The distribution of genotypes of the +936C/T polymorphism was significantly different between women with preeclampsia and the control group (P < .001). Carriage of the +936T allele was significantly more frequent in preeclamptic patients than in control subjects (odds ratio, 2.06; 95% CI,1.38-3.08). Logistic regression analysis on VEGF genotype and clinical parameters such as age, educational status, body mass index, and neonatal gender showed carriage of the 936T allele to be significantly more frequent in preeclamptic patients than in control subjects (adjusted odds ratio, 2.23; 95% CI, 1.46-3.42).
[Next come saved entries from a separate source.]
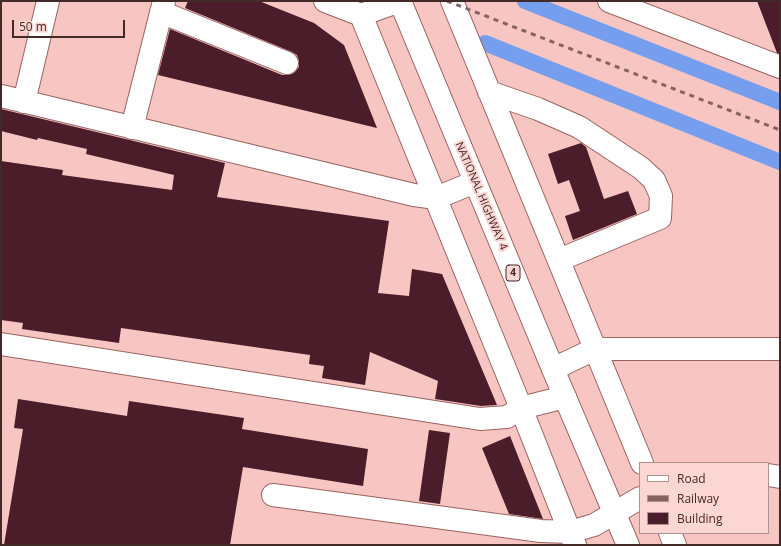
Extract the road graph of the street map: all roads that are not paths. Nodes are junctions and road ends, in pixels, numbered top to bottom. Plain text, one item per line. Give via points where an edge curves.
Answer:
1 (48, 1) edge
2 (325, 1) edge
3 (400, 1) edge
4 (452, 1) edge
5 (608, 1) edge
6 (163, 7) edge
7 (360, 15) junction
8 (287, 63) dead end
9 (780, 67) edge
10 (489, 92) junction
11 (1, 96) edge
12 (24, 102) junction
13 (132, 128) junction
14 (475, 182) junction
15 (436, 198) junction
16 (559, 260) junction
17 (1, 344) edge
18 (595, 349) junction
19 (780, 349) edge
20 (553, 369) junction
21 (565, 397) junction
22 (521, 408) junction
23 (642, 462) edge
24 (769, 476) edge
25 (780, 477) edge
26 (273, 495) dead end
27 (639, 499) edge
28 (614, 512) junction
29 (670, 534) edge
30 (572, 538) edge
31 (628, 545) edge
32 (675, 545) edge

1 - 12 main road
2 - 7 main road
3 - 7 main road
3 - 14 main road, NATIONAL HIGHWAY 4 / 4
4 - 10 main road
5 - 9 main road
6 - 8 main road
6 - 13 main road
7 - 15 main road
10 - 16 main road
10 - 16 main road via 579,127 641,168 654,180 661,196 660,218
11 - 12 main road
12 - 13 main road
13 - 15 main road via 414,195
14 - 15 main road
14 - 20 main road, NATIONAL HIGHWAY 4 / 4
15 - 22 main road
16 - 18 main road
17 - 22 main road via 480,419 507,417
18 - 19 main road
18 - 20 main road
18 - 23 main road
20 - 21 main road, NATIONAL HIGHWAY 4 / 4
21 - 22 main road
21 - 28 main road, NATIONAL HIGHWAY 4 / 4
22 - 30 main road
24 - 25 main road
26 - 30 main road via 541,531
27 - 28 main road
28 - 30 main road
28 - 31 main road, NATIONAL HIGHWAY 4 / 4
29 - 32 main road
Carriage of the +936T allele of the VEGF gene may be associated with increased susceptibility to the development of preeclampsia and may be an independent risk factor for preeclampsia.
本研究旨在评估血管内皮生长因子(VEGF)基因多态性与子痫前期之间的潜在关联。
110例子痫前期患者和209例健康孕妇作为对照纳入本研究。采集所有女性的外周血并分离基因组DNA后,采用聚合酶链反应和限制性片段长度多态性技术对VEGF基因3'-非翻译区的+936C/T多态性进行基因分型。
子痫前期患者与对照组之间+936C/T多态性的基因型分布存在显著差异(P <.001)。子痫前期患者携带+936T等位基因的频率显著高于对照组(优势比,2.06;95%可信区间,1.38 - 3.08)。对VEGF基因型与年龄、教育程度、体重指数和新生儿性别等临床参数进行逻辑回归分析显示,子痫前期患者携带936T等位基因的频率显著高于对照组(校正优势比,2.23;95%可信区间,1.46 - 3.42)。
VEGF基因+936T等位基因的携带可能与子痫前期发病易感性增加有关,可能是子痫前期的一个独立危险因素。